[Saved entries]
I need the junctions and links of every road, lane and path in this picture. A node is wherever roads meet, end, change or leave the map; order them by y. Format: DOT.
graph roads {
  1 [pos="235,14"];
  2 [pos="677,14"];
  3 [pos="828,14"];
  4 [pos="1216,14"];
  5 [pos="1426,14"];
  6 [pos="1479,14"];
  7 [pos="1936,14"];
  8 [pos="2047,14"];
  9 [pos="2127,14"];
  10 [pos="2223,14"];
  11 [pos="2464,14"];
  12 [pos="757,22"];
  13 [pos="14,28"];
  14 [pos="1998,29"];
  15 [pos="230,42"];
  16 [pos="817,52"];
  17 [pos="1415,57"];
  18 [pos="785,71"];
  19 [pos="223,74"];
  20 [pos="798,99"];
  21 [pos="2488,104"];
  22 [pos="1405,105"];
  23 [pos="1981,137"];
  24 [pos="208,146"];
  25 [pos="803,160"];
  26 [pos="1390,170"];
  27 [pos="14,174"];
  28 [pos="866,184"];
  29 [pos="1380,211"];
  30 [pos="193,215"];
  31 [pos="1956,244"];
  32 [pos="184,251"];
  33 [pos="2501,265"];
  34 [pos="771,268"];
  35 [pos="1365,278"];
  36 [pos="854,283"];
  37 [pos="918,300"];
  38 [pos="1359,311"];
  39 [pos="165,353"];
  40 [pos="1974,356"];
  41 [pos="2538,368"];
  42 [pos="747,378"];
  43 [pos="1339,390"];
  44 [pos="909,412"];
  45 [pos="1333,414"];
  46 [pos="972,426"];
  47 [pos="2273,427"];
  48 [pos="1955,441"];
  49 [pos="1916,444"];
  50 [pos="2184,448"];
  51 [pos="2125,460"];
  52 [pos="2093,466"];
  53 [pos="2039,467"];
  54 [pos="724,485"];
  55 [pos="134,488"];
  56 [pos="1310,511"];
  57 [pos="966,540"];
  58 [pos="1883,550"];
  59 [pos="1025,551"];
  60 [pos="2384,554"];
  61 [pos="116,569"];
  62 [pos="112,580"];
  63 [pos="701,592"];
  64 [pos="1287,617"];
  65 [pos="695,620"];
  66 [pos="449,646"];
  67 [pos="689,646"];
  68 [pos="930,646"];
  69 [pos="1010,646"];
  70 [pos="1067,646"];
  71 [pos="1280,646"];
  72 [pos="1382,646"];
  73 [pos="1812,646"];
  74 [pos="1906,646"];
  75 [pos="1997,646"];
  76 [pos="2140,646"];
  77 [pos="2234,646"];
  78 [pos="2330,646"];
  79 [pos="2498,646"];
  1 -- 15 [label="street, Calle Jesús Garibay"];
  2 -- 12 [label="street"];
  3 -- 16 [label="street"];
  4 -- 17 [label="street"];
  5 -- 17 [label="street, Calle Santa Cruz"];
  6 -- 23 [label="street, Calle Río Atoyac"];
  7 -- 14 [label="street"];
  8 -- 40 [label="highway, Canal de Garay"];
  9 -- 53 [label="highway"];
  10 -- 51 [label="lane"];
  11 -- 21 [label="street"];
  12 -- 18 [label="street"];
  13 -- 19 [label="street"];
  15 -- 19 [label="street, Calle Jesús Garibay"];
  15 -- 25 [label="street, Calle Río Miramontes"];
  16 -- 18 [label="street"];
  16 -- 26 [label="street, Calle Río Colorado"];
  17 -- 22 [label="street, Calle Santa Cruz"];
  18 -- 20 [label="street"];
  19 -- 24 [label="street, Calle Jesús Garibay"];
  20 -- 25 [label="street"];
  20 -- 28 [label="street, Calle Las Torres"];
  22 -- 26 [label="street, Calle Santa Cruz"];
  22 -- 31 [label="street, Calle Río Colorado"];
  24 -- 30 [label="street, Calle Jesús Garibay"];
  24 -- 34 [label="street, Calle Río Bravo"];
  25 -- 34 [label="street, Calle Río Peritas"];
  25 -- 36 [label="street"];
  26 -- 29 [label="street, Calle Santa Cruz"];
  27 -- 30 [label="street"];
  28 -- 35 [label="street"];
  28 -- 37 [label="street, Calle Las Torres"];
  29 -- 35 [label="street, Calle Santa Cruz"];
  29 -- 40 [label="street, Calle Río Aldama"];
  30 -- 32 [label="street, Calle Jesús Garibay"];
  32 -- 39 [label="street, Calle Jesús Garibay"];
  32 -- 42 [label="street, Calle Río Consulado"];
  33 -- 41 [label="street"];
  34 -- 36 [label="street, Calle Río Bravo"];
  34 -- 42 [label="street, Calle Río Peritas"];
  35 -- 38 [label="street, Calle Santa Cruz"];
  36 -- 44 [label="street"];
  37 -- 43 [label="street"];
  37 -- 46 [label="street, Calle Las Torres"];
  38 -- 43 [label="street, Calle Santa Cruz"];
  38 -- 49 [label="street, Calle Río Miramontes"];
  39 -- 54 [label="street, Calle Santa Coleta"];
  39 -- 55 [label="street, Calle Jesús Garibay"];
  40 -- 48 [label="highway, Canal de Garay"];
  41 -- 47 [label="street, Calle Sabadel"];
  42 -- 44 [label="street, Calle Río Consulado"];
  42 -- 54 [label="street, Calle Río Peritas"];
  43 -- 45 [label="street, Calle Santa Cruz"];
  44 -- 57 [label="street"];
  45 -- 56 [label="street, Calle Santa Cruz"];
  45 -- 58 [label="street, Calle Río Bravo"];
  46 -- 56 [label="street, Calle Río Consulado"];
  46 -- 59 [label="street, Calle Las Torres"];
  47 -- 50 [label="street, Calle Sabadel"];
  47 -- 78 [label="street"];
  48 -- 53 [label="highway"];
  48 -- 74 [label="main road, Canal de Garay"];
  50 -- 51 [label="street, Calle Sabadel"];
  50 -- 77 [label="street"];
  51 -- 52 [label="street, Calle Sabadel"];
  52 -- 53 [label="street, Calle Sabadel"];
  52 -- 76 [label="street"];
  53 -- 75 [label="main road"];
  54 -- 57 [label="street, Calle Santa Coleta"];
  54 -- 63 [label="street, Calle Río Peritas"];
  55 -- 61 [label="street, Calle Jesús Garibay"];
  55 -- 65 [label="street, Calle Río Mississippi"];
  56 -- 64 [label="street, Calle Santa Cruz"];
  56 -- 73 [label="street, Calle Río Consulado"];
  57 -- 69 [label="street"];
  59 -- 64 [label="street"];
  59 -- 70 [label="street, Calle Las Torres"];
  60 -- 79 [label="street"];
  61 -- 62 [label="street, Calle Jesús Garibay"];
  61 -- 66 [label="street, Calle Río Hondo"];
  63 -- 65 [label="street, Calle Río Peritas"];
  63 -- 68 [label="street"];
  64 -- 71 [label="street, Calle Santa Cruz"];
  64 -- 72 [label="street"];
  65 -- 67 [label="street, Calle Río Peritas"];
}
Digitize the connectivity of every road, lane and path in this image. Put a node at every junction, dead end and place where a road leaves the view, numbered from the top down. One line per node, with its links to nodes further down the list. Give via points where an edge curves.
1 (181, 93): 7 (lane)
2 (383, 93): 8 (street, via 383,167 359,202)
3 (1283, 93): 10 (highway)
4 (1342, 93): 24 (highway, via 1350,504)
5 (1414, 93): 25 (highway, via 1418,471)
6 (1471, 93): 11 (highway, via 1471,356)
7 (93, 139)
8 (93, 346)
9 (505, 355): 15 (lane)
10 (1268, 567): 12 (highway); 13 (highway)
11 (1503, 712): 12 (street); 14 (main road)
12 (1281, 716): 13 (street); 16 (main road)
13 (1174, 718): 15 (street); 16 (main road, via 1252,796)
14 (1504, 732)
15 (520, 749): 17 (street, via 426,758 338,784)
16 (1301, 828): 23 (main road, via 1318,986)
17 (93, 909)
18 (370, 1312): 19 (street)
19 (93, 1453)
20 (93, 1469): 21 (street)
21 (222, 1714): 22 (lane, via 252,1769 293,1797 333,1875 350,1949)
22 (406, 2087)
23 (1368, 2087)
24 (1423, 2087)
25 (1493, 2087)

▶ [Task requirements] The required answer is a single number: the count of lines in the entries that hold the string "Miramontes".

▶ [The completed task] 2